In deze zaak heeft de Minister van Ruimtelijke Ontwikkeling, Infrastructuur en Milieu op 21 mei 2019 een bouwvergunning verleend voor de bouw van een appartement op een specifiek perceel. De appellant, die in persoon procedeerde, heeft bezwaar gemaakt tegen deze vergunning en op 20 augustus 2020 beroep ingesteld bij het Gerecht in Eerste Aanleg van Aruba, nadat zijn bezwaar op 16 juli 2020 ongegrond was verklaard. De zitting vond plaats op 16 november 2020, waar zowel de appellant als de gemachtigde van de verweerder aanwezig waren, evenals een derde-belanghebbende.
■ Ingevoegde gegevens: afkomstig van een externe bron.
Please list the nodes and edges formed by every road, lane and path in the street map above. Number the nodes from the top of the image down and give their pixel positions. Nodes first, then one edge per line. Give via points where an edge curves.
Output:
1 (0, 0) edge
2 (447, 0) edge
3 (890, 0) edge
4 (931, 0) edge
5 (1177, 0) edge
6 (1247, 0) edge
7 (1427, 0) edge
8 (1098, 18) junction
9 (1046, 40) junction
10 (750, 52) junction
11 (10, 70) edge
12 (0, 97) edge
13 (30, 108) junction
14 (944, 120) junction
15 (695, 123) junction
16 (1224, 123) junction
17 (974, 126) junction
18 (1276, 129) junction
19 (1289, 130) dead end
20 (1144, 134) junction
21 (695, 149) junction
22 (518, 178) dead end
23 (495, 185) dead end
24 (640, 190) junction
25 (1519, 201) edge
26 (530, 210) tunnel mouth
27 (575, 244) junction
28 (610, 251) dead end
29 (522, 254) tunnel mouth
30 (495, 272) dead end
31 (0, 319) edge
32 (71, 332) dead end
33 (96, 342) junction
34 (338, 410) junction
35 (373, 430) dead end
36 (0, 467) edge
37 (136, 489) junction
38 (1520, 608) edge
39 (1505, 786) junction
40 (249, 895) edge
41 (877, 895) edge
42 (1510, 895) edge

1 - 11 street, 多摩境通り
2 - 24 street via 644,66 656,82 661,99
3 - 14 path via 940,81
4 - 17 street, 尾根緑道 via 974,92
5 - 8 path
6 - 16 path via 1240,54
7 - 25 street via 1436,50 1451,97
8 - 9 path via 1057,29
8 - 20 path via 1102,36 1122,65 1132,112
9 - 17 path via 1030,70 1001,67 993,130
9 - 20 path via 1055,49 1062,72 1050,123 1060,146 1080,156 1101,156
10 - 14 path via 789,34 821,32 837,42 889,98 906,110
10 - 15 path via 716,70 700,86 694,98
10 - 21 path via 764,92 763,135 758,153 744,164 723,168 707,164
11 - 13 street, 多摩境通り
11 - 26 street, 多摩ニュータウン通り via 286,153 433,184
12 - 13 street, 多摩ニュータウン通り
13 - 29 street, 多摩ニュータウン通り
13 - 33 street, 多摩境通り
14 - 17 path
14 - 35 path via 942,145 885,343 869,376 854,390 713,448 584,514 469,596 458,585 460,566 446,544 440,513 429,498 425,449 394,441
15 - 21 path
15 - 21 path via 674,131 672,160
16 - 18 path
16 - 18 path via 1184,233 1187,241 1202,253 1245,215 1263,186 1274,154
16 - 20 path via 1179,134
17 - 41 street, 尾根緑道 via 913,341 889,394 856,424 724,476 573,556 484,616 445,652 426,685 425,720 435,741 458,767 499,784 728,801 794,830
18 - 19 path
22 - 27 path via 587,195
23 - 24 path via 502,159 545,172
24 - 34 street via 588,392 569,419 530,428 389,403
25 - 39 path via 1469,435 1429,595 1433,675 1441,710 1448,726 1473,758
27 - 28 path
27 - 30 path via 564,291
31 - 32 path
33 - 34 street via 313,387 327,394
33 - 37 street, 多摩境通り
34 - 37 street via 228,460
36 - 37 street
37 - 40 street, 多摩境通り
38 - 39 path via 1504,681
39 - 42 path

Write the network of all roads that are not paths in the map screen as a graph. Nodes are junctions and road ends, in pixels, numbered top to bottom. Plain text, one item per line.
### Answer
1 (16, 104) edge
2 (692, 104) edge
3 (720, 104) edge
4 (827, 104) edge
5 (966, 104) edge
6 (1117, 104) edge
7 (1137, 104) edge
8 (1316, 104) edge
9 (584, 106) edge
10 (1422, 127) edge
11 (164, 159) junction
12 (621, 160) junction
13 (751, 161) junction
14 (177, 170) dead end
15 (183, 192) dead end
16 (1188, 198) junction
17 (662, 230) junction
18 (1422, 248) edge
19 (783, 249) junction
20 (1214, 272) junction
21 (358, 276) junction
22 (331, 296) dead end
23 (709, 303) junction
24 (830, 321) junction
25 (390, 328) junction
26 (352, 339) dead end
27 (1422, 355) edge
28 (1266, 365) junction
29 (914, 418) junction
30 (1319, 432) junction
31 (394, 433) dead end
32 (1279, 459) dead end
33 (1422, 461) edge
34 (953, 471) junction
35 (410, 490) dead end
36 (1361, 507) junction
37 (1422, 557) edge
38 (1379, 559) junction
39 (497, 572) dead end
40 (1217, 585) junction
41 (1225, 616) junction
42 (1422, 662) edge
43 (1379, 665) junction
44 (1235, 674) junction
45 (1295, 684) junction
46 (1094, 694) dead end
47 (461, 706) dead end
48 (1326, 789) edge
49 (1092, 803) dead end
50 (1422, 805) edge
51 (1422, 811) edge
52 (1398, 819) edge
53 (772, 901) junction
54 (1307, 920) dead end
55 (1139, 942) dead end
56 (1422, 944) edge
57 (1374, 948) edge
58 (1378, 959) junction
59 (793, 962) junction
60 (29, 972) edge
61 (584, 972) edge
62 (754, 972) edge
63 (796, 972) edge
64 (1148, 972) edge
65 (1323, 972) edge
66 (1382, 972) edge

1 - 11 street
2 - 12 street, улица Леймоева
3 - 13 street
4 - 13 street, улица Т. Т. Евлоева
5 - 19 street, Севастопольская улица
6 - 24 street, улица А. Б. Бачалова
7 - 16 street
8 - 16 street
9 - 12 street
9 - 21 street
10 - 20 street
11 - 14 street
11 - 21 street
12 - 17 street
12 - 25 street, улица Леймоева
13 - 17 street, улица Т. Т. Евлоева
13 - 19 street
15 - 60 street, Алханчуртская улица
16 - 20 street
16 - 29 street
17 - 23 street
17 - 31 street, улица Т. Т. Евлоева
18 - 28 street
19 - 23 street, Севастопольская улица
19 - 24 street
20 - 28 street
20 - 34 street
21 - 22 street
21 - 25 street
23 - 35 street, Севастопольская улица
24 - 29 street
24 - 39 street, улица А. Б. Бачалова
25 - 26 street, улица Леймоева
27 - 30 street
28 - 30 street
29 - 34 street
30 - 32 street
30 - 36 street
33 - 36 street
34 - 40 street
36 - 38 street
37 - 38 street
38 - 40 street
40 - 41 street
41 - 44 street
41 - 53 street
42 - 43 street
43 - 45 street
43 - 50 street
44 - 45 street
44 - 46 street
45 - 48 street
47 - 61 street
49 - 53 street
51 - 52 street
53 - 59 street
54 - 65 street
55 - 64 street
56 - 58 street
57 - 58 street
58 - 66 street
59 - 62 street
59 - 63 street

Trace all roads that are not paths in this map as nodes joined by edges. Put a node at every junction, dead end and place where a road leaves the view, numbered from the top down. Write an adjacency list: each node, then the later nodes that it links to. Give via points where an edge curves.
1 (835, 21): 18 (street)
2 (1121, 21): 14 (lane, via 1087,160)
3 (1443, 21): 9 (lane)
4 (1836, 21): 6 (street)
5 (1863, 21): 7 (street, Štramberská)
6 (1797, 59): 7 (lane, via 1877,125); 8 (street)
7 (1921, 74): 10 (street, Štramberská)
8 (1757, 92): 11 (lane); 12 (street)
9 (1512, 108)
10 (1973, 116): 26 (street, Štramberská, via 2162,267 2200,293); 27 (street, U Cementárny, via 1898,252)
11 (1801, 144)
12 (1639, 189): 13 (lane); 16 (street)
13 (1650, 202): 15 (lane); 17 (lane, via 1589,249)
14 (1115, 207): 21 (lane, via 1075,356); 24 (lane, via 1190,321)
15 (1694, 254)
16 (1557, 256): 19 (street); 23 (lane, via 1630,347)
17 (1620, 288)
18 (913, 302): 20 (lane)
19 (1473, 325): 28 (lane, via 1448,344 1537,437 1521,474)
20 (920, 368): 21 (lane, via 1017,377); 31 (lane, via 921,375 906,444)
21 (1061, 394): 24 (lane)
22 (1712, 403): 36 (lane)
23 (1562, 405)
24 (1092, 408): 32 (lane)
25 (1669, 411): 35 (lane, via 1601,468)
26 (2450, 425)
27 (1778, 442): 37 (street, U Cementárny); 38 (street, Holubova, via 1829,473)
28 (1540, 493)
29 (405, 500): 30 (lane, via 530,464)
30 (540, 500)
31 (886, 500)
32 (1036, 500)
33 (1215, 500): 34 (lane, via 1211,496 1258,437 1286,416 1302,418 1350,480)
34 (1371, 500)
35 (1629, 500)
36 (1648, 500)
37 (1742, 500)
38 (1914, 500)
De rechter heeft de zaak beoordeeld aan de hand van de relevante artikelen van de Bouw- en Woningverordening (Bwv). De appellant betoogde dat de bouwvergunning in strijd was met artikel 22 van de Bwv, omdat het bouwplan in strijd zou zijn met een goedgekeurd verkavelingsplan. Dit betoog werd verworpen, omdat een koopovereenkomst geen goedgekeurd verkavelingsplan is. Daarnaast voerde de appellant aan dat de gevelrooilijn werd overschreden, maar ook dit betoog faalde, aangezien de definitie van gevelrooilijn in de Bwv niet de door de appellant gesuggereerde interpretatie ondersteunt.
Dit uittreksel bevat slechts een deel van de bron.